From: Tylman U. <t....@gm...> - 2005-12-08 16:57:14
|
(apologies for multiple copies - it seems the first got stuck) Dear all! XMLStarlet is an excellent tool - I ran across it recently and started to use it quite heavily soon afterwards. It provides the kind of glue that I was missing between line-based Unix Piping and XML. I wonder, though, how you can utilise "xml sel" in the following scenario: - one big XML file ("data.xml") - a list of words, one per line, in a plain text file ("words") task: select something from the XML file for each word, e.g. for WORD in `cat words`; do xml sel -t -m "//word[@form='$WORD']" -v 'text()' -n data.xml; done This is o.k., but very inefficient: you'll have to load data.xml once for each word. If data.xml is very large and the list of words is long, this can become tedious rather quickly. This line of argument also holds for inserting data with "xml ed" etc. Alternatively, you could use "xargs". I often use it to speed up similar scenarios: feed one program with many ops to carry out at once, instead of restarting it over and over again. However, you run into a problem with "xml sel", because the input file has to be either on STDIN or the *last* argument on the command line. With an option like "--input-file=<xml-input-file>" you could write: (the rather cryptic perl one-liner constructs one select expression per line in "words") cat words \ | perl -pe 'chomp; s!^!-t -m "//word[@form="!; s!$!"]" -v "text()" -n\x00!' \ | xargs -0 xml sel --input-file=data.xml This would construct a command line consisting of as many operations as fit in one call, and only repeat the command when there are too many operations.
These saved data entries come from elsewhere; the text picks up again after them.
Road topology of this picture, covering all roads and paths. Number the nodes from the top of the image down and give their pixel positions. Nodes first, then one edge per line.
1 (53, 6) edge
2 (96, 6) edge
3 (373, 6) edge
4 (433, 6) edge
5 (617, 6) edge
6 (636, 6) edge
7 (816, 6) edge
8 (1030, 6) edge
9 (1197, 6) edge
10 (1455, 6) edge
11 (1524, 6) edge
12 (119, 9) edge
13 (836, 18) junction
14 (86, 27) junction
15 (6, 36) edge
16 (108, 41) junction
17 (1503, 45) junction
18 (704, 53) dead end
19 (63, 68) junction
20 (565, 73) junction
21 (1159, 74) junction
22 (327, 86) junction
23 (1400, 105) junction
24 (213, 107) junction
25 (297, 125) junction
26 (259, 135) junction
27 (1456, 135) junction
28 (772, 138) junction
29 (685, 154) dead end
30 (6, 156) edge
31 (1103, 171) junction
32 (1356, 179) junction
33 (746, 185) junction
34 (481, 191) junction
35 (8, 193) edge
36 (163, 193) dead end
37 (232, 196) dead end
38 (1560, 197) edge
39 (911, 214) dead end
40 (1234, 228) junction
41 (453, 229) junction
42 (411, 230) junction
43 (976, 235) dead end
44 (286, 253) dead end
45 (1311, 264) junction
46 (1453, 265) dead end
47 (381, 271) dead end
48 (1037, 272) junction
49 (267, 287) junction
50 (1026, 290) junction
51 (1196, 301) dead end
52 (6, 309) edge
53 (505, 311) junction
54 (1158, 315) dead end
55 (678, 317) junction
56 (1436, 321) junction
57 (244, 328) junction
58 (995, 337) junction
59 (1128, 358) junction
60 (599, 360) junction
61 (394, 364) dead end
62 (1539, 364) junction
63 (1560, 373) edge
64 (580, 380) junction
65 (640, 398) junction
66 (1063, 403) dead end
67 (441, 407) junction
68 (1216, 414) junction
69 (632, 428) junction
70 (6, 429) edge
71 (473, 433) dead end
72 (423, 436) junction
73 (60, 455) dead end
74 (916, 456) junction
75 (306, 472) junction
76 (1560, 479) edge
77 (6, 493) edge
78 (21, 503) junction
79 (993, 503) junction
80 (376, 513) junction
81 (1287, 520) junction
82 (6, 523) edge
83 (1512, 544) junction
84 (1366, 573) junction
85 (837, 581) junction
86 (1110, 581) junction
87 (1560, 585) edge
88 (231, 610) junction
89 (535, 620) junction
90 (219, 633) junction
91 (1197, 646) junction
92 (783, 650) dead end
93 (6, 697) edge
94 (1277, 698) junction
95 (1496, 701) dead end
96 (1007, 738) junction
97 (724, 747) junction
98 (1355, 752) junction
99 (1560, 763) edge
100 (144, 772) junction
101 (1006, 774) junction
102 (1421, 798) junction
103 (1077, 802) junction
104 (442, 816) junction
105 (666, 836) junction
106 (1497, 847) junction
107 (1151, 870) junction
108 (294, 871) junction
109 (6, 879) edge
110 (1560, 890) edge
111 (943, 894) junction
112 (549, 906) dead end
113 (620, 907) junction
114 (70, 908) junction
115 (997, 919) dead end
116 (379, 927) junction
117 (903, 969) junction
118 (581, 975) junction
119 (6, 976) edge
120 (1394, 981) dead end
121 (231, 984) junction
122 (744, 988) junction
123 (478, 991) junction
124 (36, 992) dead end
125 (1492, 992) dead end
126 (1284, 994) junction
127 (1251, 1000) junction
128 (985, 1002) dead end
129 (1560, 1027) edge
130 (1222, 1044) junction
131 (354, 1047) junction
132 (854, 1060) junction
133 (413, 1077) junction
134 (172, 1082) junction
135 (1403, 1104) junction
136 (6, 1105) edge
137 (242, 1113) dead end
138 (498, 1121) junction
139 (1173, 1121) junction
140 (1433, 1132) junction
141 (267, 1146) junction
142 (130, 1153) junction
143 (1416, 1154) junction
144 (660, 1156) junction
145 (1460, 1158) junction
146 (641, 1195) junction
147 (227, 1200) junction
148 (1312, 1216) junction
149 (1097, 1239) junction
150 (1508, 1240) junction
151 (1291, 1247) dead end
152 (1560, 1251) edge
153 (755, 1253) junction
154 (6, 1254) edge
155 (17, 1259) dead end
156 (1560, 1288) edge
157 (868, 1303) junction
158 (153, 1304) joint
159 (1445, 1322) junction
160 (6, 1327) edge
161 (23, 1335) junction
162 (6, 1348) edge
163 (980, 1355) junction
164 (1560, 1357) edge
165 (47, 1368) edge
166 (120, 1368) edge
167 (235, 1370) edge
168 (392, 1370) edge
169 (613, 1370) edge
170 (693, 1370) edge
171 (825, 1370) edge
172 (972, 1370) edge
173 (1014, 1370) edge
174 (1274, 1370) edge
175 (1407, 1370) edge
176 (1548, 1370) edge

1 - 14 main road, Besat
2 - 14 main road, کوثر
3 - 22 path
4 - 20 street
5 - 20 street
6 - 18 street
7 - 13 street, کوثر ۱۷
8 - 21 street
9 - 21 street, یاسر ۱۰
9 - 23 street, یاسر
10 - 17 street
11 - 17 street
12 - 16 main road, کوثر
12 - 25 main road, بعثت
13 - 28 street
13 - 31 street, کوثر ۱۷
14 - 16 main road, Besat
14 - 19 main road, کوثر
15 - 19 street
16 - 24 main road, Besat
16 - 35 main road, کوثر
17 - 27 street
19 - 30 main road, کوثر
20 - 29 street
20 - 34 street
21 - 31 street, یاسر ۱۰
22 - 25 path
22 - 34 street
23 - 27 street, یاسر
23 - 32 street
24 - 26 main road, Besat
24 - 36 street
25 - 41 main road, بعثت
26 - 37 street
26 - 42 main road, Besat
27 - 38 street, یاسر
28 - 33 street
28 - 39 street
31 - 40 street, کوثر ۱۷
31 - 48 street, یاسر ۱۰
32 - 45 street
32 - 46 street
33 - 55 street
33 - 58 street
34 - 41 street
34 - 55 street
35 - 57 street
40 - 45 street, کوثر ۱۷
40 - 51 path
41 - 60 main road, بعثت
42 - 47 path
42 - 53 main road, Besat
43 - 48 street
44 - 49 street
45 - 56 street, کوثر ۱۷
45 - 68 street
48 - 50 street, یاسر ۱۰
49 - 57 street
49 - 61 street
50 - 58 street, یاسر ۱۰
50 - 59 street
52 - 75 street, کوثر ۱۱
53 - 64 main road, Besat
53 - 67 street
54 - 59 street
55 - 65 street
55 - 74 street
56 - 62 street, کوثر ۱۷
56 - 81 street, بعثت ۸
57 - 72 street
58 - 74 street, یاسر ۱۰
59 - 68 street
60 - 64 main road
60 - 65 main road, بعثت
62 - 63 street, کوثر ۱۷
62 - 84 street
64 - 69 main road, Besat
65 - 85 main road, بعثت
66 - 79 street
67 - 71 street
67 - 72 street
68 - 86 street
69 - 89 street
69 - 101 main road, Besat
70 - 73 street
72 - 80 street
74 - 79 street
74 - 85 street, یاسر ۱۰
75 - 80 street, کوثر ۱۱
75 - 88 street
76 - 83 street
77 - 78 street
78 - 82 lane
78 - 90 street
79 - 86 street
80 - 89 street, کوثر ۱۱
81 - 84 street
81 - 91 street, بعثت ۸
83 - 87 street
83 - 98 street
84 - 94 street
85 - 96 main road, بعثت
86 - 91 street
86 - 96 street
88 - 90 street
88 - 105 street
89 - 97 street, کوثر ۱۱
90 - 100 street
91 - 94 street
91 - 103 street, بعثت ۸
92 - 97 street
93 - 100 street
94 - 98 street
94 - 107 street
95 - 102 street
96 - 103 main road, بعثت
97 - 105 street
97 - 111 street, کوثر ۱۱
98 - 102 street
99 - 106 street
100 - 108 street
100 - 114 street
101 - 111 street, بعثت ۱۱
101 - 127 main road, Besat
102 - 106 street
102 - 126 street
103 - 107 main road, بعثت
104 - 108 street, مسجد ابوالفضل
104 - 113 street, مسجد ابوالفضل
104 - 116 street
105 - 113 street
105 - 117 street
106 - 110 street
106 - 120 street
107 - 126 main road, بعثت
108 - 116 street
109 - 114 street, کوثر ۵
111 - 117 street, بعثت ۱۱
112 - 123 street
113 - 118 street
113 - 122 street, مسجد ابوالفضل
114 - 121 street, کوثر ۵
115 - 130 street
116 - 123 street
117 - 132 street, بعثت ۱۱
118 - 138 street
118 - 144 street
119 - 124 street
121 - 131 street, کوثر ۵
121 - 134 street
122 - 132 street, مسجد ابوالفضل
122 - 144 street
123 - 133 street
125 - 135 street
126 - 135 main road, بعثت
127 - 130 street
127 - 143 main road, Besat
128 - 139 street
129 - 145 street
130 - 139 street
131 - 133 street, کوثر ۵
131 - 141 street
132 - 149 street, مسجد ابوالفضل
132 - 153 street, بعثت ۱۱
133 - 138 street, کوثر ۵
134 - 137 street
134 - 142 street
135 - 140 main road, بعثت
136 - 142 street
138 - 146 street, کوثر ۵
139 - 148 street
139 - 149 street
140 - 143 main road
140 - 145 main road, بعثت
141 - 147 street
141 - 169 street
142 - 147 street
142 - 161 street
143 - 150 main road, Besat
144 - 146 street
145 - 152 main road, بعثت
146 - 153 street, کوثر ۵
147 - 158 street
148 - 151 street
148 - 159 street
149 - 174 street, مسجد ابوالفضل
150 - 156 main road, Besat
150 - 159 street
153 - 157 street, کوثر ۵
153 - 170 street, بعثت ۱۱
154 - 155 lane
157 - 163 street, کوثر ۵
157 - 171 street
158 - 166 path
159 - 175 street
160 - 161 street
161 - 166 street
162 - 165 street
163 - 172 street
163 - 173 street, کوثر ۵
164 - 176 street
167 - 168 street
It seems that XMLStarlet scales well with that many options internally according to some tests I did. For the moment, I resort to a wrapper that just filters out "--input-file=<file>" and leaves the rest unchanged, which is not very elegant. What is more, it is problematic exactly for very long lines, where it is not clear if the filename will still fit on the line. BTW I got the idea from the option "--target-directory=<dir>" of "mv" to specify the target dir, which I found useful for similar reasons. I might be able to dig into the sources and provide a patch, but I was interested to hear your opinion first - and whether I did not notice any obvious solutions. I'd be happy to hear any thoughts on this. Thanks, Tylman |